TASK DIRECTIONS
Across these entries, report how many lines include the string "宮崎港宮崎停車場線", with nothing but the number.

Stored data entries
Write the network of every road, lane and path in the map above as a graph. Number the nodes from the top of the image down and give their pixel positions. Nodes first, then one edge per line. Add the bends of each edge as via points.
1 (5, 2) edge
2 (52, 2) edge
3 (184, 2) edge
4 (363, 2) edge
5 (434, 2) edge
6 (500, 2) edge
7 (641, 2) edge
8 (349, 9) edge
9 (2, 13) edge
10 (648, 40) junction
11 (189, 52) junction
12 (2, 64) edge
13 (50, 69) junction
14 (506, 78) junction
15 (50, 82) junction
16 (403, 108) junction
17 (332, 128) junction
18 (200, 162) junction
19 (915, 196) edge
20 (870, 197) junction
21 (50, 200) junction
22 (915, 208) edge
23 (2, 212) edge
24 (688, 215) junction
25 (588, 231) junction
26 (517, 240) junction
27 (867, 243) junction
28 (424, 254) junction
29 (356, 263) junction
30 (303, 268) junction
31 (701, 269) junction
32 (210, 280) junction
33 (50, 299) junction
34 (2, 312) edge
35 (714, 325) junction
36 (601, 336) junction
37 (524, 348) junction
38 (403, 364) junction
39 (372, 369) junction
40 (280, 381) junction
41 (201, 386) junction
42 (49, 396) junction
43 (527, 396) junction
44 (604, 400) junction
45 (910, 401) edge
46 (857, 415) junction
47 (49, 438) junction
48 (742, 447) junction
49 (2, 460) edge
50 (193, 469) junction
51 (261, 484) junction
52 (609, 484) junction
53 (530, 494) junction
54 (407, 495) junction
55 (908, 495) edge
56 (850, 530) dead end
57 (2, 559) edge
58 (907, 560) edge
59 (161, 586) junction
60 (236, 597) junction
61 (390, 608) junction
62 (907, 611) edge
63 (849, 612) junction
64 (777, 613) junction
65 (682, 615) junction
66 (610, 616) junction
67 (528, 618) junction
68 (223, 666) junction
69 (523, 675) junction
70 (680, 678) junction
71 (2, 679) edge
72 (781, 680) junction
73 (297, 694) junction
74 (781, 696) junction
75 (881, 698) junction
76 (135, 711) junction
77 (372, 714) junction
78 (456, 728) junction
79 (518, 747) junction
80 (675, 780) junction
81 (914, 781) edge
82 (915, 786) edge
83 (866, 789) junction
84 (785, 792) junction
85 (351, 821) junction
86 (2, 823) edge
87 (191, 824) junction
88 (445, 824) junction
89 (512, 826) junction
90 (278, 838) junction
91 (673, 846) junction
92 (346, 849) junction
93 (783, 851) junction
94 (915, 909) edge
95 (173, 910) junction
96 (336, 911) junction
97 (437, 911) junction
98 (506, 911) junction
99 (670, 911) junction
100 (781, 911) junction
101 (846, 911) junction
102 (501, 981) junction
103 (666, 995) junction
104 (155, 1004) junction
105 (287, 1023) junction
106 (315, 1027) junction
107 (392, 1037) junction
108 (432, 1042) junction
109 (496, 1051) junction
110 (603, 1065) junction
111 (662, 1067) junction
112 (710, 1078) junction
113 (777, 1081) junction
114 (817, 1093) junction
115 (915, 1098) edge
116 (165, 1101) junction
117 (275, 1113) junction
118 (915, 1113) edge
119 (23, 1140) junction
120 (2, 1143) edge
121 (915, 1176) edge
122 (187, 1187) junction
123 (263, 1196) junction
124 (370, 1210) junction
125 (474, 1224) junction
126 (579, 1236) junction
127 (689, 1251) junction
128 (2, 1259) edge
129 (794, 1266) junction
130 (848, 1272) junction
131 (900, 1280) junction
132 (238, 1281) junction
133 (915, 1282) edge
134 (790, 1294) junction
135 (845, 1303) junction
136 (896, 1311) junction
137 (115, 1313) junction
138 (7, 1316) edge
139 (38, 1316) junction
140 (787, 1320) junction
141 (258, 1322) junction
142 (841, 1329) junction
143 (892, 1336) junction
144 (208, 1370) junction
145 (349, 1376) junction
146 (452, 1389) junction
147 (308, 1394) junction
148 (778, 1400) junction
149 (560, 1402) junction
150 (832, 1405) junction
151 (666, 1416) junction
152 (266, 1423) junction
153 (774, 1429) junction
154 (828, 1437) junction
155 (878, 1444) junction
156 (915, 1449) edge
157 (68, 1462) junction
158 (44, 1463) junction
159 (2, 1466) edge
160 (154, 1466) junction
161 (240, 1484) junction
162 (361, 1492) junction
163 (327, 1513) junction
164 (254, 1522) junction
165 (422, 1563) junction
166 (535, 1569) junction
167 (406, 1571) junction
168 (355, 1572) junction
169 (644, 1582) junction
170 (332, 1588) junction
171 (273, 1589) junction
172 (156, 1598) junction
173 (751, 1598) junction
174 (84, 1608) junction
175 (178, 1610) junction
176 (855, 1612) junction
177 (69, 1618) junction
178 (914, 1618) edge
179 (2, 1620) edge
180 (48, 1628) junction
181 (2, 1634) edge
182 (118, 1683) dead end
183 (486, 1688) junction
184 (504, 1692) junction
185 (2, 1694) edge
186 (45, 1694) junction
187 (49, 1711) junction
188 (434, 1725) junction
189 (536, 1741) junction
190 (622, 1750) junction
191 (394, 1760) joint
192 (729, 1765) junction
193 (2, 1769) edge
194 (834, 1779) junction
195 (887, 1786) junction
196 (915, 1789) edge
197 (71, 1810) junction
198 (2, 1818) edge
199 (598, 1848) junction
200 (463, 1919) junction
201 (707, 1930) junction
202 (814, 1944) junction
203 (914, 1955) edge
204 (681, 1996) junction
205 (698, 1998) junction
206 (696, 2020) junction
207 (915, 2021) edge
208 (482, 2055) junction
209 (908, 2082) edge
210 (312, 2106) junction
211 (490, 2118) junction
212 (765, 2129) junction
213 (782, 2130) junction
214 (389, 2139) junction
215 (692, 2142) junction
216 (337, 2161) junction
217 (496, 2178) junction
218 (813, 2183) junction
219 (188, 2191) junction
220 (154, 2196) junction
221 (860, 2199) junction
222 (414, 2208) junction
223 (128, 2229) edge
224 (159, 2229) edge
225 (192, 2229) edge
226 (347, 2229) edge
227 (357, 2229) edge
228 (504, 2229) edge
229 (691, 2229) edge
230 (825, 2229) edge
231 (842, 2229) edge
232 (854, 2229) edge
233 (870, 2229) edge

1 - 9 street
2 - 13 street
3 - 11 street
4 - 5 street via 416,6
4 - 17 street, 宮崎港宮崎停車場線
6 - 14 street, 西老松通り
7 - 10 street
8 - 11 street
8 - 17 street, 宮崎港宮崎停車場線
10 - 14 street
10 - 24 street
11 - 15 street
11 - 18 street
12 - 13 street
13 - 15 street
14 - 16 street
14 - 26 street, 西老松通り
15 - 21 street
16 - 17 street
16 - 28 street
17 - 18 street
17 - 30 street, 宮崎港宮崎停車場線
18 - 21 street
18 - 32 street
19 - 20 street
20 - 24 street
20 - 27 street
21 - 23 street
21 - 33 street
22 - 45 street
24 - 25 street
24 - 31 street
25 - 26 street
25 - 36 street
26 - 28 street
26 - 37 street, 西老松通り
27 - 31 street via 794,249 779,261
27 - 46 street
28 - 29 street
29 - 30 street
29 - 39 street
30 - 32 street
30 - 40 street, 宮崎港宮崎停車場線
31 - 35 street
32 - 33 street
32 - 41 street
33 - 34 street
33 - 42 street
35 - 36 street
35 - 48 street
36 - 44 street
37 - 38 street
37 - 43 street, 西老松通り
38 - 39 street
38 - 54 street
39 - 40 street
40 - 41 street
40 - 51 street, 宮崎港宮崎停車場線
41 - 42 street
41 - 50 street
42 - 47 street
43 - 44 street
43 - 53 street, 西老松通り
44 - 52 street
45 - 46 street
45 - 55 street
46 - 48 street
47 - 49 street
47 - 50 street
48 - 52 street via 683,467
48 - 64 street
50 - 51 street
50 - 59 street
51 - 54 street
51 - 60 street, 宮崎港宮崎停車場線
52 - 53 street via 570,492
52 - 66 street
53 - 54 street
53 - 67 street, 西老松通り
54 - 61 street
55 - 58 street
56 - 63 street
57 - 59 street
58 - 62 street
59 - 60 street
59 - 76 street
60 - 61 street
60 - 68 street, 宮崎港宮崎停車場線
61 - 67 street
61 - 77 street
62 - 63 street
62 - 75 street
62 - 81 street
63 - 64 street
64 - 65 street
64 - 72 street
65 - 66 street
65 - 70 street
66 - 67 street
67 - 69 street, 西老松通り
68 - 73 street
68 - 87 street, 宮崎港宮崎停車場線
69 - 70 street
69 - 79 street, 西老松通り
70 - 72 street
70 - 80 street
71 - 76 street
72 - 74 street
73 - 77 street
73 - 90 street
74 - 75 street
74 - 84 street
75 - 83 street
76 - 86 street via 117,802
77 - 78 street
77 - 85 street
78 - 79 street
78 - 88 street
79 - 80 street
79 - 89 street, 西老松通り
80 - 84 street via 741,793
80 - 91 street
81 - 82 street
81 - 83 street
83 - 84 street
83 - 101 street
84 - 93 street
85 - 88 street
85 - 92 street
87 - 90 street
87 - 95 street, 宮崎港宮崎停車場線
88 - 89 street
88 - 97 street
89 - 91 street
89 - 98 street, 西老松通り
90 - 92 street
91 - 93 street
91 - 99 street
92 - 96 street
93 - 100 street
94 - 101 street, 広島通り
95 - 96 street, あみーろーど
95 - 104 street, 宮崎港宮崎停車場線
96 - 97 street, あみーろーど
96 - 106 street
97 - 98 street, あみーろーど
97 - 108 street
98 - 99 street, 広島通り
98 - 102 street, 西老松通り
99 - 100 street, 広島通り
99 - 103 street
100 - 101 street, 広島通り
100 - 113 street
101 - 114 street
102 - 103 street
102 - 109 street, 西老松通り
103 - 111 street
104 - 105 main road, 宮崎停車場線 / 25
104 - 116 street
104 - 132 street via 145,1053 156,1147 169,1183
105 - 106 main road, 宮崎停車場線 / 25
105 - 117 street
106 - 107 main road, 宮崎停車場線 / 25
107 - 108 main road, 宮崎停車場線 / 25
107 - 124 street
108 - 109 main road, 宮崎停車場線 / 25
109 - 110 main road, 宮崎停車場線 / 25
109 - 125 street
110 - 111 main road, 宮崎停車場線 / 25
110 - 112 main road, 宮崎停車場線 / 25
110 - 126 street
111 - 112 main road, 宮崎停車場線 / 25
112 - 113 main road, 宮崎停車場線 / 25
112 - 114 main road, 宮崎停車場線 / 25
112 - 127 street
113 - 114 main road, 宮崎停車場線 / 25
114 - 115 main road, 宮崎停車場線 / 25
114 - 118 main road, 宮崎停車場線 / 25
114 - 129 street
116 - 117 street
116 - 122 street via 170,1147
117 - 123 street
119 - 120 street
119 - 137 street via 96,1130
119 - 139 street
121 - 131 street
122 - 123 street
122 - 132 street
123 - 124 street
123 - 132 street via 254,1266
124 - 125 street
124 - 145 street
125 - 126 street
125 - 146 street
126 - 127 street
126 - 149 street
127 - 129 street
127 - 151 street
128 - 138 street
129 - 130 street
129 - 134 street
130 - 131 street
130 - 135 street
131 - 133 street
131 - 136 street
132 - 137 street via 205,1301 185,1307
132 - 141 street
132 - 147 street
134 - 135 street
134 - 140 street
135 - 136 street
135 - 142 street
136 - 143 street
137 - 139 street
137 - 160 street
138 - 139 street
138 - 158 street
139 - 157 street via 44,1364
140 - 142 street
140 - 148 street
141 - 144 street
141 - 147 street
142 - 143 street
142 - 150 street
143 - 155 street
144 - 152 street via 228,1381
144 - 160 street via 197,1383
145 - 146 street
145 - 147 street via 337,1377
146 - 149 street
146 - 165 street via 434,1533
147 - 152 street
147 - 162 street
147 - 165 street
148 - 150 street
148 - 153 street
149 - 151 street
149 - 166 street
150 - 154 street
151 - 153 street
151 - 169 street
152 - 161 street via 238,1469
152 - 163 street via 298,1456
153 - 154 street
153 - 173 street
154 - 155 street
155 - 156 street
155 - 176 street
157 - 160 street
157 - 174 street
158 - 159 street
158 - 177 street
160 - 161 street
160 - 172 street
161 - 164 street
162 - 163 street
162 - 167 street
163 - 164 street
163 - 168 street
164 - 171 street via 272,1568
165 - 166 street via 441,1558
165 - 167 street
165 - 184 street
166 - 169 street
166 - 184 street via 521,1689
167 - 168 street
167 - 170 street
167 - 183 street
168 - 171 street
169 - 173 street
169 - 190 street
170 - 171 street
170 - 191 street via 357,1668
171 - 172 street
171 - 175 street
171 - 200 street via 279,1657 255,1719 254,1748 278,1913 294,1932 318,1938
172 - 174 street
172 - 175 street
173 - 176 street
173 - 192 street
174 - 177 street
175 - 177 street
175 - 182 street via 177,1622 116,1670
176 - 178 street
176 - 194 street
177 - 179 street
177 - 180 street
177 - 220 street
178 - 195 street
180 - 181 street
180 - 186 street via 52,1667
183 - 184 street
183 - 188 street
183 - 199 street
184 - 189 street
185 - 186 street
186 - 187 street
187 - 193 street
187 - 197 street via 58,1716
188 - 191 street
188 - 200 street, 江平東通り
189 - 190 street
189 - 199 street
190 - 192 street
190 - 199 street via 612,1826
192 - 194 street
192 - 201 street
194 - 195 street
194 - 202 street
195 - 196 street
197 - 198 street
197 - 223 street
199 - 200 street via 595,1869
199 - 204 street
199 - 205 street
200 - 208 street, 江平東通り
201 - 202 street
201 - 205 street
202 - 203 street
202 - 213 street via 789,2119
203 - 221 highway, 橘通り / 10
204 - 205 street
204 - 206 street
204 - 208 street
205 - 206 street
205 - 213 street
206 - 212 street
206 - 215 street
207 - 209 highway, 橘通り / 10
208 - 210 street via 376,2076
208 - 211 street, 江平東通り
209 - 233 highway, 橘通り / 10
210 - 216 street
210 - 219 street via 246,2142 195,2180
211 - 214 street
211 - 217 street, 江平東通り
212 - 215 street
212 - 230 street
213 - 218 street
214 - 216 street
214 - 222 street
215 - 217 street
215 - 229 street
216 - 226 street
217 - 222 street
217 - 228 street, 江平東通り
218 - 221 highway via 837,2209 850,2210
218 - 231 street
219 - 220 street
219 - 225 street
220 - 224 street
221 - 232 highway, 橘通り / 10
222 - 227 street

--

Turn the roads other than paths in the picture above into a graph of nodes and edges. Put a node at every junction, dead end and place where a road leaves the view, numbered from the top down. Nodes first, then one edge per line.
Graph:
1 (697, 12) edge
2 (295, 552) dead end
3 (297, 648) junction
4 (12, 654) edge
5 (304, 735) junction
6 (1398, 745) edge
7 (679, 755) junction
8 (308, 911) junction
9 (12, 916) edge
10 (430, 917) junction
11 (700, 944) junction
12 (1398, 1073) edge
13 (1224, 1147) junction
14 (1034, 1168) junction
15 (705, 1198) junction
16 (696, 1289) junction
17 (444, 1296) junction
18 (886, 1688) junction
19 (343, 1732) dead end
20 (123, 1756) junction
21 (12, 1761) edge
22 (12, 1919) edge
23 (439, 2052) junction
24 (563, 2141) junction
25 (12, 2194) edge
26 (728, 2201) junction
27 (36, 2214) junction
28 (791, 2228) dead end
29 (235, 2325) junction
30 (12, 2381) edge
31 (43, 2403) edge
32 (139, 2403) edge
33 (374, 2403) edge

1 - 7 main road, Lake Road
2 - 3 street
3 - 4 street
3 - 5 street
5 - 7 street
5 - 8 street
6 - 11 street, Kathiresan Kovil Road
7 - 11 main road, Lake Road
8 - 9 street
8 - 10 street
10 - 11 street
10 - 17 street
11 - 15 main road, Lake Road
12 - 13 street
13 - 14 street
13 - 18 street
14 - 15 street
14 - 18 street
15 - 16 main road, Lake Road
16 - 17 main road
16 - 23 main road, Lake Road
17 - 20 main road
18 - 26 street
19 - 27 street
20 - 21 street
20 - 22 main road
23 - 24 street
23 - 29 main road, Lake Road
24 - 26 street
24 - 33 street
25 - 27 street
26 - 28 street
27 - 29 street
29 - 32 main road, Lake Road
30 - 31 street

---

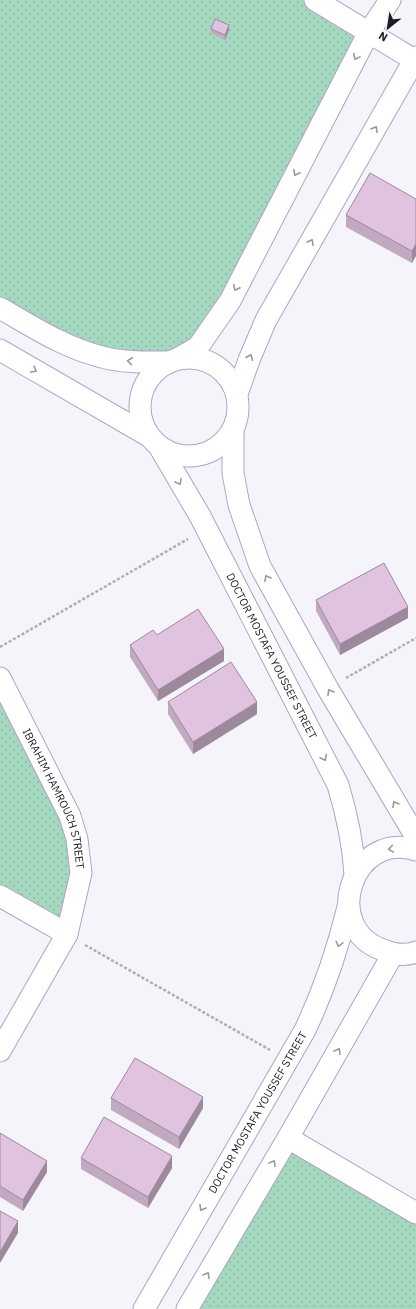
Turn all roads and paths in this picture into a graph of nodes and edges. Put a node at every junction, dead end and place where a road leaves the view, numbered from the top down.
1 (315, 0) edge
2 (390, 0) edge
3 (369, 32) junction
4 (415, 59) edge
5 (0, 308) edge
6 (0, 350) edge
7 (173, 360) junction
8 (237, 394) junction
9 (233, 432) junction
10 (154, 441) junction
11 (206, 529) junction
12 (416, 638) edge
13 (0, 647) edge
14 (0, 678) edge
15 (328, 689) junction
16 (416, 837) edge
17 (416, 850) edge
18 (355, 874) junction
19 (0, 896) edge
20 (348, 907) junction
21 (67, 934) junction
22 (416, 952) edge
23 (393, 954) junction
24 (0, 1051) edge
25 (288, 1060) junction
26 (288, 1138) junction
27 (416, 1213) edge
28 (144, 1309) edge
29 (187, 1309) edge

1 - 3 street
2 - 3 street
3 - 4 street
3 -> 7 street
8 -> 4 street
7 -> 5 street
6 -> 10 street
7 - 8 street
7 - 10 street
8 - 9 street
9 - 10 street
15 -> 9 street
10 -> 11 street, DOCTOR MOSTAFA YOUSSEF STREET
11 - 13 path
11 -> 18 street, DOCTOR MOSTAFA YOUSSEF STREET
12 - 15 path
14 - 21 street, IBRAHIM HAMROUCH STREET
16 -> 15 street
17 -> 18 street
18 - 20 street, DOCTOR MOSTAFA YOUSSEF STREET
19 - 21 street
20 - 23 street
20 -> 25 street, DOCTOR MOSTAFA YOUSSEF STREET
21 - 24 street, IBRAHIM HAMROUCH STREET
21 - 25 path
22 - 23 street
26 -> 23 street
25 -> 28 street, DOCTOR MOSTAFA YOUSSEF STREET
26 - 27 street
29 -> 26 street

ANSWER BOX
10